Alexis de Tocqueville’s America was supposed to be long gone. Seeing political centralization as the great woe of the French state — which had been periodically wracked by violent instability since 1789, and would be again in 1848 — the young French aristocrat found a possible cure in the highly decentralized system of Jackson-era American government. Political life, he wrote, was overwhelmingly concentrated at the local level, where town meetings still decided most matters of significance. Counties were administrative divisions that mostly existed on paper, state governors were kept on an extremely tight leash, and the federal government was still in its infancy, its powers strictly confined to a few undeniably national concerns.
Until several weeks ago, it was hard not to think that contemporary America had turned Tocqueville’s analysis completely on its head. Following the Civil War, the vast expansion of federal power that was deemed necessary to guarantee the rights of freed slaves against the states that had enslaved them, and to enforce Reconstruction while it lasted, famously (though more gradually than some have implied) accompanied a grammatical change in the way we describe the United States, from plural to singular: “The United States are” became “the United States is.” Early 20th century Progressives led the growth of a federal bureaucracy, which expanded with the New Deal and the Second World War until, by the end of the 1940s, it was common to speak of a federal “administrative state,” attached to the executive, ruling the country, unaccountable to voters.

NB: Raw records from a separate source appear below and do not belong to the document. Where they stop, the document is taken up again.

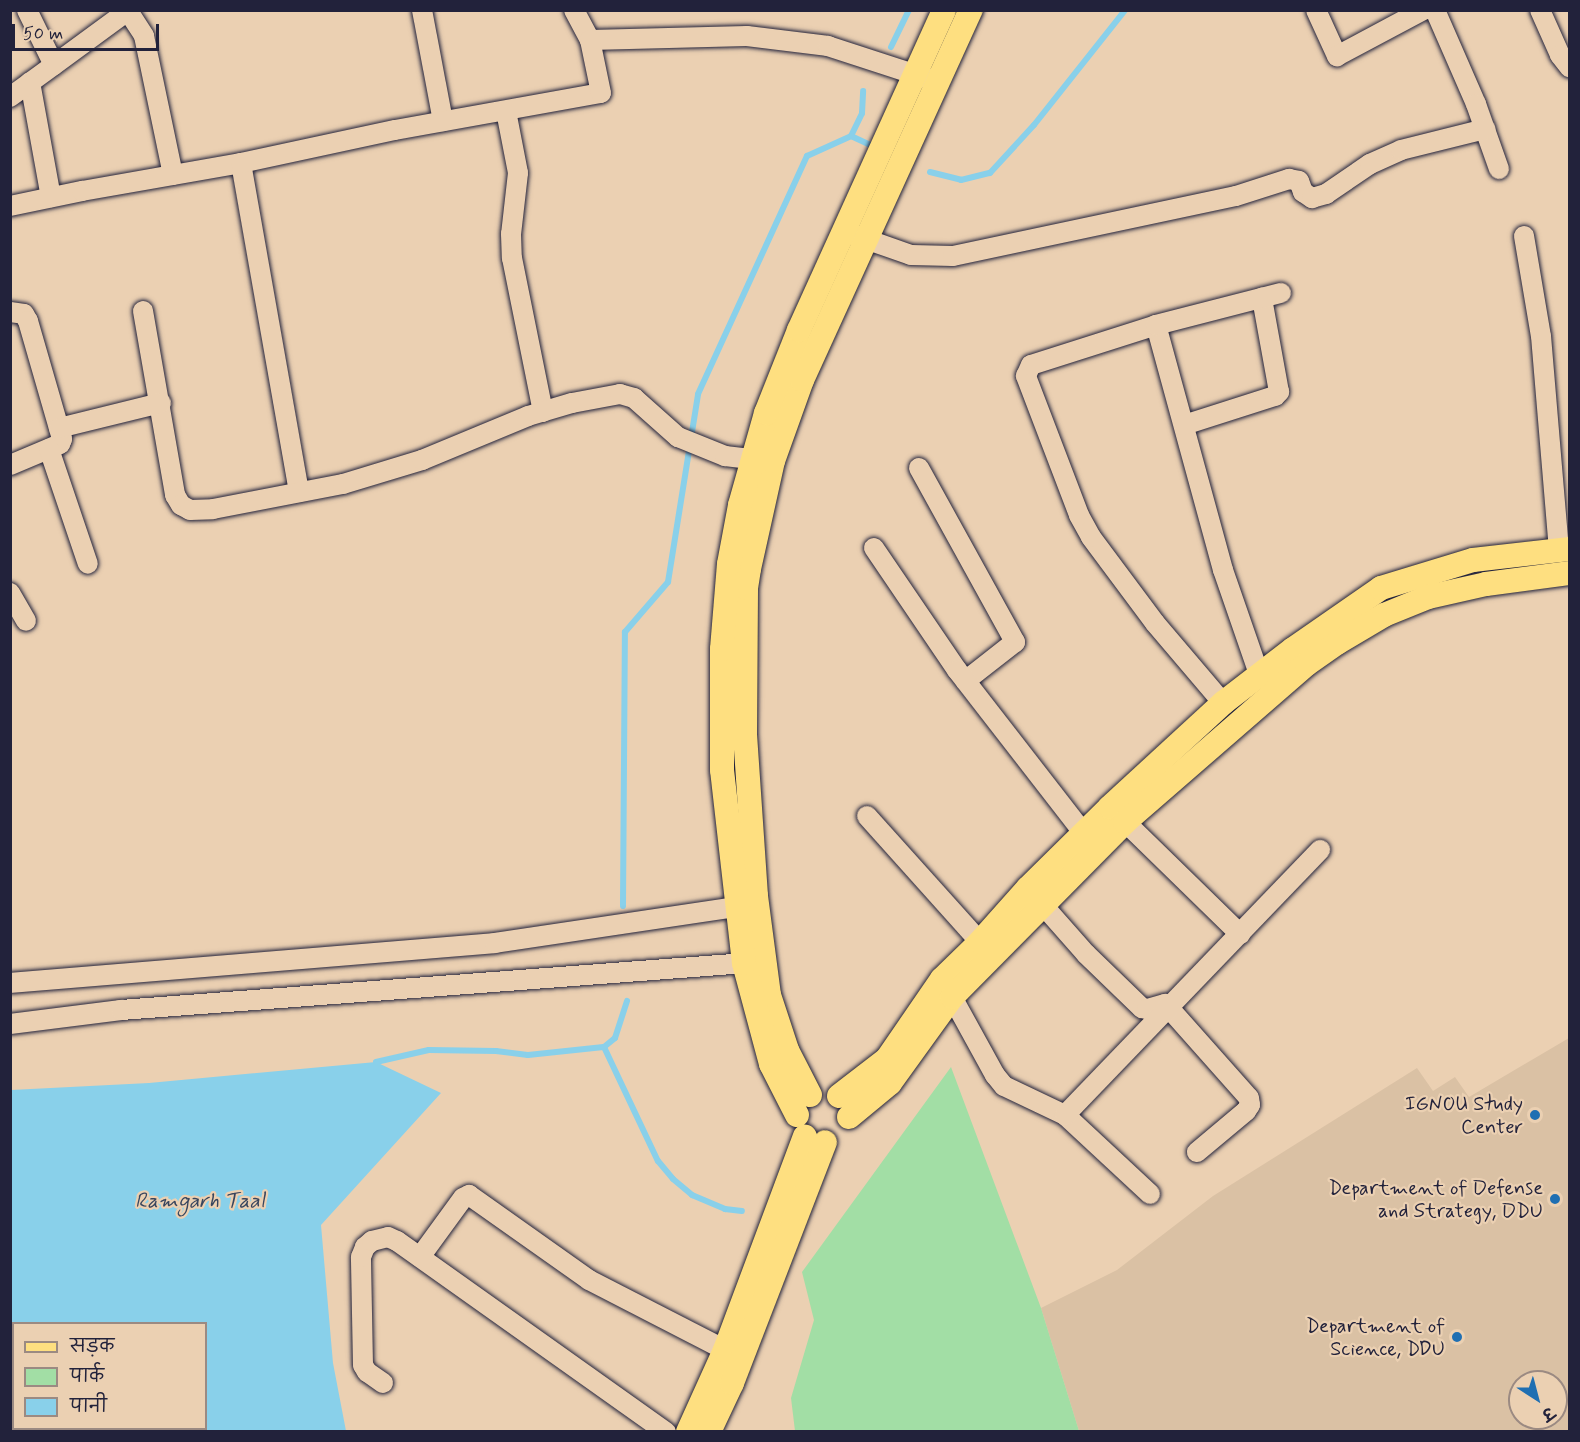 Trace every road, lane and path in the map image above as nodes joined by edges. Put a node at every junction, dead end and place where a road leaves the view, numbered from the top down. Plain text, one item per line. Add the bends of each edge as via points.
1 (27, 10) edge
2 (422, 10) edge
3 (574, 10) edge
4 (944, 10) edge
5 (971, 10) edge
6 (1316, 10) edge
7 (1423, 10) edge
8 (1435, 10) edge
9 (1540, 10) edge
10 (129, 11) edge
11 (590, 40) junction
12 (54, 65) junction
13 (1569, 68) edge
14 (926, 78) junction
15 (30, 82) junction
16 (10, 97) edge
17 (506, 111) junction
18 (443, 122) junction
19 (1485, 129) junction
20 (241, 163) junction
21 (1499, 169) dead end
22 (172, 175) junction
23 (51, 197) junction
24 (10, 206) edge
25 (844, 231) junction
26 (1524, 237) dead end
27 (867, 240) junction
28 (143, 311) dead end
29 (10, 312) edge
30 (1156, 325) junction
31 (161, 403) junction
32 (543, 412) junction
33 (1184, 425) junction
34 (59, 428) junction
35 (49, 449) junction
36 (763, 460) junction
37 (10, 465) edge
38 (919, 468) dead end
39 (299, 492) junction
40 (874, 548) dead end
41 (1564, 550) edge
42 (88, 564) dead end
43 (1569, 573) edge
44 (10, 593) edge
45 (26, 621) dead end
46 (1259, 674) junction
47 (965, 681) junction
48 (1223, 703) junction
49 (1117, 814) junction
50 (867, 816) dead end
51 (1084, 834) junction
52 (1320, 850) dead end
53 (1035, 896) junction
54 (748, 905) junction
55 (1240, 934) junction
56 (981, 942) junction
57 (754, 962) junction
58 (10, 983) edge
59 (947, 988) junction
60 (1169, 1008) junction
61 (10, 1024) edge
62 (844, 1107) junction
63 (1065, 1115) junction
64 (809, 1122) junction
65 (1197, 1152) dead end
66 (1150, 1194) dead end
67 (420, 1257) junction
68 (725, 1350) junction
69 (383, 1383) dead end
70 (666, 1431) edge
71 (688, 1431) edge
72 (709, 1431) edge

1 - 12 street
2 - 18 street
3 - 11 street
4 - 14 main road
5 - 14 main road
6 - 7 street via 1337,56
8 - 19 street
9 - 13 street
10 - 12 street
10 - 22 street via 144,36
11 - 14 street via 747,36 828,46
11 - 17 street via 601,93
12 - 15 street
14 - 25 main road
14 - 27 main road
15 - 16 street
15 - 23 street
17 - 18 street
17 - 32 street via 518,173 512,258
18 - 20 street
19 - 21 street
19 - 27 street via 1401,150 1370,164 1326,194 1312,198 1302,192 1299,181 1289,179 1236,196 953,256 911,255
20 - 22 street
20 - 39 street
22 - 23 street
23 - 24 street
25 - 27 street
25 - 36 main road via 766,413
26 - 41 street via 1541,336
27 - 36 main road
28 - 31 street
29 - 34 street via 24,314 28,321
30 - 33 street
30 - 33 street via 1272,296 1279,392
30 - 48 street via 1031,365 1026,376 1091,537 1155,623
31 - 34 street
31 - 39 street via 175,495 181,505 190,510 213,509
32 - 36 street via 620,393 634,398 678,437 725,456
32 - 39 street via 422,460 344,484
33 - 46 street via 1223,570
34 - 35 street via 62,442
35 - 37 street
35 - 42 street
36 - 54 main road via 746,588
38 - 47 street via 1015,642
40 - 47 street
41 - 46 main road via 1473,560 1381,588
43 - 49 main road via 1463,589 1428,597 1384,615 1307,664
44 - 45 street
46 - 48 main road
47 - 51 street
48 - 49 main road
49 - 51 main road
49 - 53 main road
49 - 55 street
50 - 56 street
51 - 53 main road
52 - 55 street
53 - 56 main road
53 - 59 main road
53 - 60 street via 1086,954 1142,1008 1160,1004
54 - 57 main road
54 - 58 street via 495,943
55 - 60 street
56 - 59 main road
57 - 61 street via 121,1010
57 - 64 main road via 770,995
59 - 62 main road
59 - 63 street via 1004,1086
60 - 63 street
60 - 65 street via 1249,1098 1250,1105
62 - 64 main road via 824,1091
62 - 64 main road via 843,1133
63 - 66 street
64 - 68 main road
64 - 72 main road via 732,1383
67 - 68 street via 469,1195 589,1280
67 - 69 street via 388,1237 372,1241 361,1257 363,1365
67 - 70 street
68 - 71 main road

All of this led inevitably to the moment just before the current crisis hit, in which national politics, blaring on TV screens and dominating social-media feeds, seemed to crowd out state and local politics. The newspapers that had reminded Americans of the importance of these closer, smaller realms declined and disappeared. Ticket-splitting, which could be considered an indicator of the strength of the Tocquevillian tradition, hit a new low in 2018.